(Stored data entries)
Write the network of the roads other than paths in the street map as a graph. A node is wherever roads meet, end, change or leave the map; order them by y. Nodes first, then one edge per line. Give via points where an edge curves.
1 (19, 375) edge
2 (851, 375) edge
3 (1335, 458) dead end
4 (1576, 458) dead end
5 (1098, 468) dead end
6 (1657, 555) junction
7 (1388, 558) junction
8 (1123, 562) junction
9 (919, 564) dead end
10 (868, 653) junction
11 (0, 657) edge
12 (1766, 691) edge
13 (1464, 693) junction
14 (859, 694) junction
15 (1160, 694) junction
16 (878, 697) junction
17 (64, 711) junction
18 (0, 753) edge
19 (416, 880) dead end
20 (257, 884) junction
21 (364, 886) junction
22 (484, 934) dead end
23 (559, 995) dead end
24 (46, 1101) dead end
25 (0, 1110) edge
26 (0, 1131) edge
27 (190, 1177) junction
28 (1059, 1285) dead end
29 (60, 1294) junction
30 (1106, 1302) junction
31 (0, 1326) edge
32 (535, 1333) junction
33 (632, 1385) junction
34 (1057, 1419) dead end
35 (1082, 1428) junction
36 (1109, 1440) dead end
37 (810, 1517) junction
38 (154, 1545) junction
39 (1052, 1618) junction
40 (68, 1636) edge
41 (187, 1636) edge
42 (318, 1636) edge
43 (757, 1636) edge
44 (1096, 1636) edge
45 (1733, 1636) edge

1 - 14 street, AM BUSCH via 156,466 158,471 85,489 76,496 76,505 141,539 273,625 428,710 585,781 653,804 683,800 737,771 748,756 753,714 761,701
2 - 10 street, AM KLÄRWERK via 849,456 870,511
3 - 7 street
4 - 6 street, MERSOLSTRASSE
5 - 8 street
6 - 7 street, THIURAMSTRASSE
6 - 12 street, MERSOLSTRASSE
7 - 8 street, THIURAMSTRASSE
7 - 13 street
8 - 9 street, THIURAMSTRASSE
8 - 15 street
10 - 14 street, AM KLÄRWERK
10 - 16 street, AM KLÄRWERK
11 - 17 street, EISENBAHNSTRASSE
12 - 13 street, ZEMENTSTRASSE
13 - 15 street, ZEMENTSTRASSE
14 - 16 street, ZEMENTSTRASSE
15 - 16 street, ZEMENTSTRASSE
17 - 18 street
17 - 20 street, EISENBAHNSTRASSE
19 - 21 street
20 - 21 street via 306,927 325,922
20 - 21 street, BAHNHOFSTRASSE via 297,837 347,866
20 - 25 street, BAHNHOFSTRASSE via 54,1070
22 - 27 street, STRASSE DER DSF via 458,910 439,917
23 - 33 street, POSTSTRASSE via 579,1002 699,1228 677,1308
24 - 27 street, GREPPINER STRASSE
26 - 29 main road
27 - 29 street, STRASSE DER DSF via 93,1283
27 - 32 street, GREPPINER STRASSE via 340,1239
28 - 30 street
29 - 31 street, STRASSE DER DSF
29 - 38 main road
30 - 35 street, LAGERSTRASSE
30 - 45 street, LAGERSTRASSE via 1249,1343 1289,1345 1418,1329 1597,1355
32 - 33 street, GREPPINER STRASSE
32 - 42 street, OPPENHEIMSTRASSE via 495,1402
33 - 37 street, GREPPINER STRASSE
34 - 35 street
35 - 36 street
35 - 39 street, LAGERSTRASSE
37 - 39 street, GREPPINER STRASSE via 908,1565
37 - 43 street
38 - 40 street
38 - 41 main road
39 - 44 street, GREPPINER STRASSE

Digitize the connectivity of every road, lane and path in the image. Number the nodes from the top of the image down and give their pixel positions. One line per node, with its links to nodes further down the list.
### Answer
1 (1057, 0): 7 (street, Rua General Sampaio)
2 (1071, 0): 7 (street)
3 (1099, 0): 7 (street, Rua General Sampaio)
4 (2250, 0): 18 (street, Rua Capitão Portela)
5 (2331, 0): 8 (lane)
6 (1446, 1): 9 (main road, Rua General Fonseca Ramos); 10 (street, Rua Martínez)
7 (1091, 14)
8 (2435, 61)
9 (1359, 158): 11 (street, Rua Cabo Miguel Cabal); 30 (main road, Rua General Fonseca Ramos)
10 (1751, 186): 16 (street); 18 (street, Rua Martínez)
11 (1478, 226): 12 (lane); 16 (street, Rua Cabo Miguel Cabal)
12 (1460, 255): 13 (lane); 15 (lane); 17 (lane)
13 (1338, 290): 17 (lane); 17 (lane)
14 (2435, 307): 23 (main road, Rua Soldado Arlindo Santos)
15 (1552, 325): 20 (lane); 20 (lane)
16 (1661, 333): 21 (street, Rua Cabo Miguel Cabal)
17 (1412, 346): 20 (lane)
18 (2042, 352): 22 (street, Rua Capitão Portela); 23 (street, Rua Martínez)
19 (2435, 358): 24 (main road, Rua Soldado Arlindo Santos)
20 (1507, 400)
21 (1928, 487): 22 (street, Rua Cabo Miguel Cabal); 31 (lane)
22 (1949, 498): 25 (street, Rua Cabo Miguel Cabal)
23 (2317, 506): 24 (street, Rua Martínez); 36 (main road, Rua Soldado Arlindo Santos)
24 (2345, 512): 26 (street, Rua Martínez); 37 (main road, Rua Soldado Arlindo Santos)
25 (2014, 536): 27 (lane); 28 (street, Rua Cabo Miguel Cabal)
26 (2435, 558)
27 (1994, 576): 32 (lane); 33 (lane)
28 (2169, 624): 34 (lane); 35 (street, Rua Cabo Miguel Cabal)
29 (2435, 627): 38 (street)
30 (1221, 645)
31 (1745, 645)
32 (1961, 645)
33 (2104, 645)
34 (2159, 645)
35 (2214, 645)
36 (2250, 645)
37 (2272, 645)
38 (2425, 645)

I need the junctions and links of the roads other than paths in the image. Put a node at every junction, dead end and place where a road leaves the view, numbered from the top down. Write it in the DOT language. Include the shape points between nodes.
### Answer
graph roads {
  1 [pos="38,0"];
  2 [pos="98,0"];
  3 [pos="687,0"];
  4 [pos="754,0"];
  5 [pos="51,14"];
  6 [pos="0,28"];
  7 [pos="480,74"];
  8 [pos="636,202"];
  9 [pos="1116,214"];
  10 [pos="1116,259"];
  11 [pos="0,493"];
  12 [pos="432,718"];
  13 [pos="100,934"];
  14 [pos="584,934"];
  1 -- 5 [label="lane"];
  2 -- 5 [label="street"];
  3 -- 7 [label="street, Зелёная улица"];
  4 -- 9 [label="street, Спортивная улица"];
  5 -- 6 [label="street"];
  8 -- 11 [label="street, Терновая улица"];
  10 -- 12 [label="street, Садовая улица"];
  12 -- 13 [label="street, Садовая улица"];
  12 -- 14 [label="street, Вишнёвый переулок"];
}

PROBLEM REQUIREMENTS
Check each line above for the string "graph" and copy the ones that have it.

SOLUTION BELOW
Write the network of the roads other than paths in the street map as a graph. A node is wherever roads meet, end, change or leave the map; order them by y. Nodes first, then one edge per line. Give via points where an edge curves.
graph roads {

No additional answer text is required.